In late 2012 the Australian government launched its blueprint approach towards Asia and China in the 21st century in its White Paper known as “Australia in the Asian Century”. This document was also followed by much chatter about Australia’s greater levels of engagement with China and Asia and the critical role played by China in Australia avoiding serious consequences from the global financial crisis. Yet only days before the release of these important papers, John Lord, Australia’s Chairman the Chinese telecom giant Huawei fronted up to the Canberra National Press Club to “set the record straight, to dispel the myths and the misinformation” about his company, Huawei (Lord 2012, p. 1). Only some months before, Huawei, the largest telecommunications equipment maker in the world with sales revenue in 2011 of $16 billion (Mei 2012), was declared by the US and Australian governments as a “security threat”. In the case of the United States, in October 2012 the Intelligence Committee of the House of Representatives of the US Congress said Huawei and another Chinese telecommunications company, ZTE, “cannot be trusted” to be free of influence from the Beijing government and could be used to undermine US security. In effect the US declared that the Chinese telecommunications company Huawei should be barred from US contracts and capital acquisitions. This was the conclusion the US Congress reached stemming from a yearlong US congressional investigation. The exclusion of Huawei (and to a lesser extent ZTE) from telecommunication government projects in both the US and Australia has unleashed the vast array of pent up prejudices against some Chinese global companies. Is this a consequence of the growing economic power asserted by China or are there still legacies of the past Cold War positioning which remain? Whichever of these options is the case, Huawei is in the firing line.

1.1. Aim of the Paper

The case of the Chinese private telecommunications company Huawei and its exclusion from sensitive telecommunication projects in the US (and Australia) on security grounds over the last few years has highlighted a significant development in the growing importance of China as a global economic power. Allegations by US and Australian government sources have stated explicitly the “security threat” which Huawei could pose to national tendering projects in both of these countries. Added to these allegations are new assertions of cyber warfare against western agencies supposedly conducted by Chinese government authorities. It may also mask a series of other underlying developments.
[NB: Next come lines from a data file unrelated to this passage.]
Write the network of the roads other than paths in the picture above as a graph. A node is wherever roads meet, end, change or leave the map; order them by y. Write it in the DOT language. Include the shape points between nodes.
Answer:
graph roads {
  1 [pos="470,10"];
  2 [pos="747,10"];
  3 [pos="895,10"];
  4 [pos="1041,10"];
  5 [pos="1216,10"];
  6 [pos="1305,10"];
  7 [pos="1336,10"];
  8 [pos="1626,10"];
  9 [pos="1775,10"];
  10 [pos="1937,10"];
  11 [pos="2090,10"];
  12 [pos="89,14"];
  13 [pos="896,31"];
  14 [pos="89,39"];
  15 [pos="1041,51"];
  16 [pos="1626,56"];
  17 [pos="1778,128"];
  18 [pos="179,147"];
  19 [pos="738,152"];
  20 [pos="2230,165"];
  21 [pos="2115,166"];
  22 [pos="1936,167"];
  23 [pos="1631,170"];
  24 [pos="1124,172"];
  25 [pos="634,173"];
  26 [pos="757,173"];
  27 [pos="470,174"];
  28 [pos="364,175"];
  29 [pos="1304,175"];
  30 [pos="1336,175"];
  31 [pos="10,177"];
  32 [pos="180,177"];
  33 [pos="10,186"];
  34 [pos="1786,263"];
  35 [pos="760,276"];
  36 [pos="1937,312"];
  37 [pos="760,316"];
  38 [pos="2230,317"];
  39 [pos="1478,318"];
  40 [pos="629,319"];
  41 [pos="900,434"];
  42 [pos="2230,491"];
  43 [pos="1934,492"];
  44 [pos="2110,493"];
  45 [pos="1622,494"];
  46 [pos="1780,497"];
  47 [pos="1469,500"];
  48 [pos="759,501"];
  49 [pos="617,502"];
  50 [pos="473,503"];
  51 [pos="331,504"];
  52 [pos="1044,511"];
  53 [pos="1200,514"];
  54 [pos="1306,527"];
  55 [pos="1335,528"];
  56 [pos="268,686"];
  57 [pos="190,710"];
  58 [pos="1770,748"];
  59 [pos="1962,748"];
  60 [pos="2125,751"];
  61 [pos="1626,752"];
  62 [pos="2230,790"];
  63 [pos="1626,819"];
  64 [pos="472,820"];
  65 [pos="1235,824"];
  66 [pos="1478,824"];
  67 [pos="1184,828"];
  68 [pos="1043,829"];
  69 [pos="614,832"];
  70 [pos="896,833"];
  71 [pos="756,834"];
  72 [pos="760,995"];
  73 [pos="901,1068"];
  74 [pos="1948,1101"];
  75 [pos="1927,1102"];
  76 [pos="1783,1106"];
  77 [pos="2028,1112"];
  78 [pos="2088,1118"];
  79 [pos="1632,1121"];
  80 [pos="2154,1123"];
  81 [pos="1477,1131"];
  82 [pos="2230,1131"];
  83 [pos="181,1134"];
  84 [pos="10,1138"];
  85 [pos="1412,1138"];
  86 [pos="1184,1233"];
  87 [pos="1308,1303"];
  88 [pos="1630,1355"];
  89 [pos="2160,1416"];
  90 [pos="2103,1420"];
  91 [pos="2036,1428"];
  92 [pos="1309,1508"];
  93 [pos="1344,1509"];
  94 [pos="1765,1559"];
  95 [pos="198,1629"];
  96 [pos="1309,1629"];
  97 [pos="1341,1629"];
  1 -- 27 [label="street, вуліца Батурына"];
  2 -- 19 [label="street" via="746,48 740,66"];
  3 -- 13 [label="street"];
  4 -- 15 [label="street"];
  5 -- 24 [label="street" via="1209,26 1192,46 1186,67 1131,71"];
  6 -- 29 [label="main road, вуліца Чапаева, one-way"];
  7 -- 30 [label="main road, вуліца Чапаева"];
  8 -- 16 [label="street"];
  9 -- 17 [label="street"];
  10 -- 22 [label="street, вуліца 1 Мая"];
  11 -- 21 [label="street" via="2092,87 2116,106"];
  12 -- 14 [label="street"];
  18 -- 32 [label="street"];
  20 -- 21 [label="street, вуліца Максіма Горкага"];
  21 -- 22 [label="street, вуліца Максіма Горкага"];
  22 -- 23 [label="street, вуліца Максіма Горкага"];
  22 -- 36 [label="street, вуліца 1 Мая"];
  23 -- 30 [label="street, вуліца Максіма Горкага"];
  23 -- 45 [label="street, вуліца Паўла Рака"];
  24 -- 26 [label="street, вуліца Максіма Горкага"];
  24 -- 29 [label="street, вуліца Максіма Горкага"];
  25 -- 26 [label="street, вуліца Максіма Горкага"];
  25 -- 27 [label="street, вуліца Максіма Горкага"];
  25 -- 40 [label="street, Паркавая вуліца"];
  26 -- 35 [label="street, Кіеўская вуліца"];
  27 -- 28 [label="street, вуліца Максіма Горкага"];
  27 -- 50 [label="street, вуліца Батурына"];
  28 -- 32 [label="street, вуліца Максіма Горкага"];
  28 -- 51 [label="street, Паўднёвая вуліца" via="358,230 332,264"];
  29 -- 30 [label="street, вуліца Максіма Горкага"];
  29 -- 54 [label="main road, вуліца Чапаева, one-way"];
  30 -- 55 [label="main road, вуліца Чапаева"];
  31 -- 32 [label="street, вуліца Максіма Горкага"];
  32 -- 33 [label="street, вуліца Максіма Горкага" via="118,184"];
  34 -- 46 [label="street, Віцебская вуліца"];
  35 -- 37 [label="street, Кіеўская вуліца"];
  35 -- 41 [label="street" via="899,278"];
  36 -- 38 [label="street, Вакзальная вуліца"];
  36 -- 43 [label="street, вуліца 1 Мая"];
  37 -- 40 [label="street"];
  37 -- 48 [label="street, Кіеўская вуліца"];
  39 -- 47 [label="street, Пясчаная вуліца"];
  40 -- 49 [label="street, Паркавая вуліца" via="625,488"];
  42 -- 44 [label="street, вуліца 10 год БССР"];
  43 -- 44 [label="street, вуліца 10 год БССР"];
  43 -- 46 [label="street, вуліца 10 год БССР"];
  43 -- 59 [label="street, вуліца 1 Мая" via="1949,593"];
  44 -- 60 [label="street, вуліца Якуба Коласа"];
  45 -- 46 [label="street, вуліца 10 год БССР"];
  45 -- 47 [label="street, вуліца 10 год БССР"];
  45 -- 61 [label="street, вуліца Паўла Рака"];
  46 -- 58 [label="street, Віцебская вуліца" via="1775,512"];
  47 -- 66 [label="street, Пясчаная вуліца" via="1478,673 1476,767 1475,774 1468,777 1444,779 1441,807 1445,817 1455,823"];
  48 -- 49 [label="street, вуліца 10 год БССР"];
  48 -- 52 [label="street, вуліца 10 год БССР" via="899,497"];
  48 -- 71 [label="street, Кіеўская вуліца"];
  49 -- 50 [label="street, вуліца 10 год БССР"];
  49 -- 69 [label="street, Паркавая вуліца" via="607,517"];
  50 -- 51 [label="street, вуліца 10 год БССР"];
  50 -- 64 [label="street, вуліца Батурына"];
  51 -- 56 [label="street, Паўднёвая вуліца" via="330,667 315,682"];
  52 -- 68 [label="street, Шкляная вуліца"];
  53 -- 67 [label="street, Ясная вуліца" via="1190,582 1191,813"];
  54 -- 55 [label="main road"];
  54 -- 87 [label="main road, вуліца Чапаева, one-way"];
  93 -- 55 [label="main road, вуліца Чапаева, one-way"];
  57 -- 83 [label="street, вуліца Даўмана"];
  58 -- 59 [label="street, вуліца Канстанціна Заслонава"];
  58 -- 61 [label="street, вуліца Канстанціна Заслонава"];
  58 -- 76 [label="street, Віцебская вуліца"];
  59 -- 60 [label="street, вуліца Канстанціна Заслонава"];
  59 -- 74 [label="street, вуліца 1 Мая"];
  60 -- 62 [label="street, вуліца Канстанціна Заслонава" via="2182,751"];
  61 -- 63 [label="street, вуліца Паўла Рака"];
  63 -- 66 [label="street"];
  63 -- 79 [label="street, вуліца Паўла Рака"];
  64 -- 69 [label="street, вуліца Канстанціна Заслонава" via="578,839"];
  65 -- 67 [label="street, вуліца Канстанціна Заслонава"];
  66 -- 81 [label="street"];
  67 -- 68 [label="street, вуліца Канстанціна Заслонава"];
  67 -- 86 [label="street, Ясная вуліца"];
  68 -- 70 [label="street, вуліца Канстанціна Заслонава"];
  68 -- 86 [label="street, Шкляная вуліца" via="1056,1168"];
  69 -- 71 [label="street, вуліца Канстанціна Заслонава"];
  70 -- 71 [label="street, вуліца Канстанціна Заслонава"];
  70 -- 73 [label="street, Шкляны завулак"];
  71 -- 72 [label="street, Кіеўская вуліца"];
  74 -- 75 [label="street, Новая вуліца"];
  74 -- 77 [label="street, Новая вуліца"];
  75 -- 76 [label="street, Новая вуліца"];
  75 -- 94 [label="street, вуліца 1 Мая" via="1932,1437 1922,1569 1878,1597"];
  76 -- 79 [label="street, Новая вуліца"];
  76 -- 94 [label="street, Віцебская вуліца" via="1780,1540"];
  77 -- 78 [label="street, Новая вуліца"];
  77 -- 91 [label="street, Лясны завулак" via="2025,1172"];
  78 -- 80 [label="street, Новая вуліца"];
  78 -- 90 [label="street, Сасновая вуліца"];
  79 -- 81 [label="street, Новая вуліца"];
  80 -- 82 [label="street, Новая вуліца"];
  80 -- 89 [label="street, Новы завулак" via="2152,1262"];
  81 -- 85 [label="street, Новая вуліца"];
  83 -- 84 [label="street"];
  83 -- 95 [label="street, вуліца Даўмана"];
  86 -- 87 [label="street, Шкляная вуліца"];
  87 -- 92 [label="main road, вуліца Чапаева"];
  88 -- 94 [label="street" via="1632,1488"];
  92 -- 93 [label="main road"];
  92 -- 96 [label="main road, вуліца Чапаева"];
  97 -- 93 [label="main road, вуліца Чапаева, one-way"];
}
“Security threat” allegations are uppermost in the conclusions from the US and Australian authorities due to Huawei’s supposed close relations to the Chinese government and the potential for this company to become an espionage conduit. In effect this would confirm that Cold War legacies which remain between certain western countries and China. It may also be a case of not so discreet measures to hinder telecommunications competition in what is a ruthlessly competitive industry, with strong US players and a potentially low cost sector. This paper will explore this dichotomy between the growing superpower position that China is slowly acquiring and at the same time investigate whether this standoff over Huawei is the renewal high level political tension of a Cold War nature, or discreet forms of uncompetitive behaviour. Finally this paper will investigate the policy implications for Chinese companies like Huawei as well as for nation states that need to chosen between access to Chinse telecommunications technology or follow the examples of the US (and Australia) in their assumption that companies like Huawei are a threat to their nations’ security.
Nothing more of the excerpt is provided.